Question

Convert each degree measure to radians. Express your answers as exact values and as approximate measures, to the nearest hundredth of a radian. a) \(60^{\circ}\) b) \(150^{\circ}\) c) \(-270^{\circ}\) d) \(72^{\circ}\) e) \(-14.8^{\circ}\) f) \(540^{\circ}\)

Short answer

60° = π/3 radians (1.05 radians). 150° = 5π/6 radians (2.62 radians). -270° = -3π/2 radians (-4.71 radians). 72° = 2π/5 radians (1.26 radians). -14.8° = -37π/450 radians (-0.26 radians). 540° = 3π radians (9.42 radians).

Step-by-step solution

Understand the Conversion Formula

To convert degrees to radians, use the formula: \[\text{Radians} = \text{Degrees} \times \frac{\text{π}}{180}\]

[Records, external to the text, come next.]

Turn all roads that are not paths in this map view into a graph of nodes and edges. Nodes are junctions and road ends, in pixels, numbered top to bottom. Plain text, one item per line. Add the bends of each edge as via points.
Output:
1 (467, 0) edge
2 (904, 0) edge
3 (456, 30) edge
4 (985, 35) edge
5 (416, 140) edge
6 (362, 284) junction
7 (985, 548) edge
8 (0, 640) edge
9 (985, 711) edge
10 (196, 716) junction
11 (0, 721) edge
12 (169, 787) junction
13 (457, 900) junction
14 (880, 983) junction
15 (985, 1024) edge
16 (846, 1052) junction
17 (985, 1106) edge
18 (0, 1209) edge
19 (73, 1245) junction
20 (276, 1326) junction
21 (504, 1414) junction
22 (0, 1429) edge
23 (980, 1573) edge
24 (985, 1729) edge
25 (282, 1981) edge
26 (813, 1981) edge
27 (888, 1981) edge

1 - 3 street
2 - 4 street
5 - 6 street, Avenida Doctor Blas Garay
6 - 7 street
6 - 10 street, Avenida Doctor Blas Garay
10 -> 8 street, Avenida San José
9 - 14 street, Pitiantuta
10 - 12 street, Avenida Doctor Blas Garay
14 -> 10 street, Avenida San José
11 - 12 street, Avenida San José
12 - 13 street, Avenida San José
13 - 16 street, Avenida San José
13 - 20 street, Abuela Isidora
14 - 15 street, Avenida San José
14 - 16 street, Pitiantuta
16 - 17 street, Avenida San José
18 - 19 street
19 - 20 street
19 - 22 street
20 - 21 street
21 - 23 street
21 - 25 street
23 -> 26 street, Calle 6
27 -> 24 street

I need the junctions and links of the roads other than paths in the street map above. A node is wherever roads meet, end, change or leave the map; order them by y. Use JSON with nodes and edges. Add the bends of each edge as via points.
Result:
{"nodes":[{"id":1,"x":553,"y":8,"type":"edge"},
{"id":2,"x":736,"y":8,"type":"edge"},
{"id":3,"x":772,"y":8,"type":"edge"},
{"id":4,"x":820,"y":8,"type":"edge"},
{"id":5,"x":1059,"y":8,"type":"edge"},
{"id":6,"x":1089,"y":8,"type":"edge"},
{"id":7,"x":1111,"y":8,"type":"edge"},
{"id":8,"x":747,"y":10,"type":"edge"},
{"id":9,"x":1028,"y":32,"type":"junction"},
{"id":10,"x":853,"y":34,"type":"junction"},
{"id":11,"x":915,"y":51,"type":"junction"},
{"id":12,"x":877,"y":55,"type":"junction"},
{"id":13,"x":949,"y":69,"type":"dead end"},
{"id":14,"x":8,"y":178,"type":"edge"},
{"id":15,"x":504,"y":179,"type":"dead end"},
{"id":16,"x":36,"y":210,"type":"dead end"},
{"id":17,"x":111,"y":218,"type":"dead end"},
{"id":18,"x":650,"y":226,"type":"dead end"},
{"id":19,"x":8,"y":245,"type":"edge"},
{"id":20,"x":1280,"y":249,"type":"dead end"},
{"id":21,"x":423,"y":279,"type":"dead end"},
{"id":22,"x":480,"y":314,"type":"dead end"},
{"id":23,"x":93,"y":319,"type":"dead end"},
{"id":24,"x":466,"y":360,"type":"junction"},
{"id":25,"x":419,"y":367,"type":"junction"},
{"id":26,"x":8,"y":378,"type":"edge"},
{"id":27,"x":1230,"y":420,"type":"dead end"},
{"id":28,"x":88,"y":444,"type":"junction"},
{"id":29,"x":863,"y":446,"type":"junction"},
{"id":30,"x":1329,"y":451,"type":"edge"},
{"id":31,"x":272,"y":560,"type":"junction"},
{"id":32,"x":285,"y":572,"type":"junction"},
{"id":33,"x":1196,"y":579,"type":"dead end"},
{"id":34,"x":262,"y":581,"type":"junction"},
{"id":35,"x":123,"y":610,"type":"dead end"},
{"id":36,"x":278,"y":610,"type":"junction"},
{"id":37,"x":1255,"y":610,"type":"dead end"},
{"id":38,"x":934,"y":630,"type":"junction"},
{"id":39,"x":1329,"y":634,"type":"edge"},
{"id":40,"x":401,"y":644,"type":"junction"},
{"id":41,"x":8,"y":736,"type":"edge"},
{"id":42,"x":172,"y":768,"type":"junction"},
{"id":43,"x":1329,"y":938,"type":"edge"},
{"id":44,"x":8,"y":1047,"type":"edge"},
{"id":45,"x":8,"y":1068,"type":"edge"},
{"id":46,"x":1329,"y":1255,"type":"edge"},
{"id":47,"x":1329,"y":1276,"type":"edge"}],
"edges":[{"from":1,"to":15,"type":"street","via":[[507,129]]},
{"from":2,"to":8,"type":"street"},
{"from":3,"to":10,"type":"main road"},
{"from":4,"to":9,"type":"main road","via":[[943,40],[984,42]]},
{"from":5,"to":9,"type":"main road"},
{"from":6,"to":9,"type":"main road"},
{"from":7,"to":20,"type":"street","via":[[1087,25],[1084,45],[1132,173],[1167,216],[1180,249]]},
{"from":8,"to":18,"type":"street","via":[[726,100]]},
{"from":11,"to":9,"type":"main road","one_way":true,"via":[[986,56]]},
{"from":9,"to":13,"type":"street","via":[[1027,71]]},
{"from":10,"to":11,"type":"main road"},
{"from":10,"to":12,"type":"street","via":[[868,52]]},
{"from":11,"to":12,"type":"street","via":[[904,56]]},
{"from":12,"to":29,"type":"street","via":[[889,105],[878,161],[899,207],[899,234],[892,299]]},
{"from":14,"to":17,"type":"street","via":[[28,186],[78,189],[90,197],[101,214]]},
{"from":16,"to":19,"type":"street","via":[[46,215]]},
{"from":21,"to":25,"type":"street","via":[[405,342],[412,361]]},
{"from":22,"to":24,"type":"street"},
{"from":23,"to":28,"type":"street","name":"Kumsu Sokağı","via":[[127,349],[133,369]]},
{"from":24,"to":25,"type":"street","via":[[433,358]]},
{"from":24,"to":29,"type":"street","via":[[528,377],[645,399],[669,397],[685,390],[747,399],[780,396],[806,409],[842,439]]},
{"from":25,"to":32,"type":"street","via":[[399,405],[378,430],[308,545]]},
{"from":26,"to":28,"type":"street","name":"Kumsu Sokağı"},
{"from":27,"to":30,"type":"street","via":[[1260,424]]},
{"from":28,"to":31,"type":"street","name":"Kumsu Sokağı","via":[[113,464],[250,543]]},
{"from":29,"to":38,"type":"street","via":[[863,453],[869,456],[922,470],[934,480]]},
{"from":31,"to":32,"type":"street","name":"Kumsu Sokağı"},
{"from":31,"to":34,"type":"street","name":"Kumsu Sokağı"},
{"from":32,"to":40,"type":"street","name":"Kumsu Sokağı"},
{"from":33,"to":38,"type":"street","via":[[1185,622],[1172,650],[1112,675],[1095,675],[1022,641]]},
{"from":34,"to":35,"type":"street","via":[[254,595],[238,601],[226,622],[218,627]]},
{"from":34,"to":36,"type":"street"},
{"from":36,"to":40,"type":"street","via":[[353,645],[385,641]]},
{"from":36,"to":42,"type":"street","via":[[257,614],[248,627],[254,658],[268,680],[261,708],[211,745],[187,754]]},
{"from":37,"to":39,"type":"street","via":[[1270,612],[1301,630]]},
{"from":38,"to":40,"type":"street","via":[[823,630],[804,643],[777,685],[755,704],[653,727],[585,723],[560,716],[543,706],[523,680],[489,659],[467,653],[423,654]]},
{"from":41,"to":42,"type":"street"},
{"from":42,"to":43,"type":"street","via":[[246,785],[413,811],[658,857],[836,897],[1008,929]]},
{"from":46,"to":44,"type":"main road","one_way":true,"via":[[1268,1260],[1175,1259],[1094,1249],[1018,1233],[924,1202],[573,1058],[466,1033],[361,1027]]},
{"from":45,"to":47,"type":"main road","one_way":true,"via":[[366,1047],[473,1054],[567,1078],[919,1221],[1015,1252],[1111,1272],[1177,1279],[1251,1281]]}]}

Convert 60 Degrees to Radians

Using the formula, \[60^\text{°} \times \frac{\text{π}}{180} = \frac{\text{π}}{3}\] The approximate value is \[\frac{\text{π}}{3} \approx 1.05 \text{ radians}\]

Convert 150 Degrees to Radians

Using the formula, \[150^\text{°} \times \frac{\text{π}}{180} = \frac{5\text{π}}{6}\] The approximate value is \[\frac{5\text{π}}{6} \approx 2.62 \text{ radians}\]

Convert -270 Degrees to Radians

Using the formula, \[-270^\text{°} \times \frac{\text{π}}{180} = -\frac{3\text{π}}{2}\] The approximate value is \[-\frac{3\text{π}}{2} \approx -4.71 \text{ radians}\]

Convert 72 Degrees to Radians

Using the formula, \[72^\text{°} \times \frac{\text{π}}{180} = \frac{2\text{π}}{5}\] The approximate value is \[\frac{2\text{π}}{5} \approx 1.26 \text{ radians}\]

Convert -14.8 Degrees to Radians

Using the formula, \[-14.8^\text{°} \times \frac{\text{π}}{180} = -\frac{37\text{π}}{450}\] The approximate value is \[-\frac{37\text{π}}{450} \approx -0.26 \text{ radians}\]

Convert 540 Degrees to Radians

Using the formula, \[540^\text{°} \times \frac{\text{π}}{180} = 3\text{π}\] The approximate value is \[3\text{π} \approx 9.42 \text{ radians}\]

Key concepts

Angle Conversion

Angles can be measured in degrees or radians. Converting from one unit to another helps us understand problems in mathematics, physics, and engineering. Degrees are a common measure, typically used in everyday contexts like angles in geometry and geography. Radians, however, are often used in higher-level mathematics, including calculus and trigonometry. To convert between these units, we use specific formulas that relate degrees to radians and vice versa.

Degrees to Radians Formula

To convert an angle from degrees to radians, we use the formula \(\text{Radians} = \text{Degrees} \times \frac{\text{π}}{180}\). This works because 180 degrees is equal to π radians. For example, to convert 60 degrees to radians, we calculate: \(\text{Radians} = 60 \times \frac{\text{π}}{180} = \frac{\text{π}}{3}\). Approximate this using the value of π (approximately 3.14), we get \(\frac{\text{π}}{3} \) which is about 1.05 radians. This formula is essential for translating problems from degree measures (which are often more intuitive) to radian measures (which are more useful in advanced math).

Trigonometry Basics

Trigonometry is the study of relationships between the angles and sides of triangles. In many trigonometry problems, angles are given in degrees, but calculations are often easier or required to be done in radians. Common functions in trigonometry include sine, cosine, and tangent, which all have different values depending on whether the angle is measured in degrees or radians. Understanding how to convert between these units is crucial for solving trigonometric equations and modeling periodic phenomena in engineering and science.

Exact Values in Radians

Sometimes, it’s important to express angle measures as exact values in radians. This is especially true in problems where precision is necessary. For instance, \(60^{\text{°}} = \frac{\text{π}}{3} \) is an exact value. These exact values help us communicate specific angles without rounding errors. For instance, common angles like \(\frac{\text{π}}{6}\), \(\frac{\text{π}}{4}\), and \(\frac{\text{π}}{3}\) occur frequently in trigonometry and are usually remembered as standard values.

Approximate Values in Radians

When working with radians, we sometimes need approximate values. This is useful when precision to a few decimal places is sufficient. For example, \(\frac{\text{π}}{3} \) is exactly 1.047197551, but often rounded to 1.05 radians. These approximations make quick calculations easier. In practical applications like physics, engineers might use these rounded values to simplify complex formulas without significantly impacting accuracy.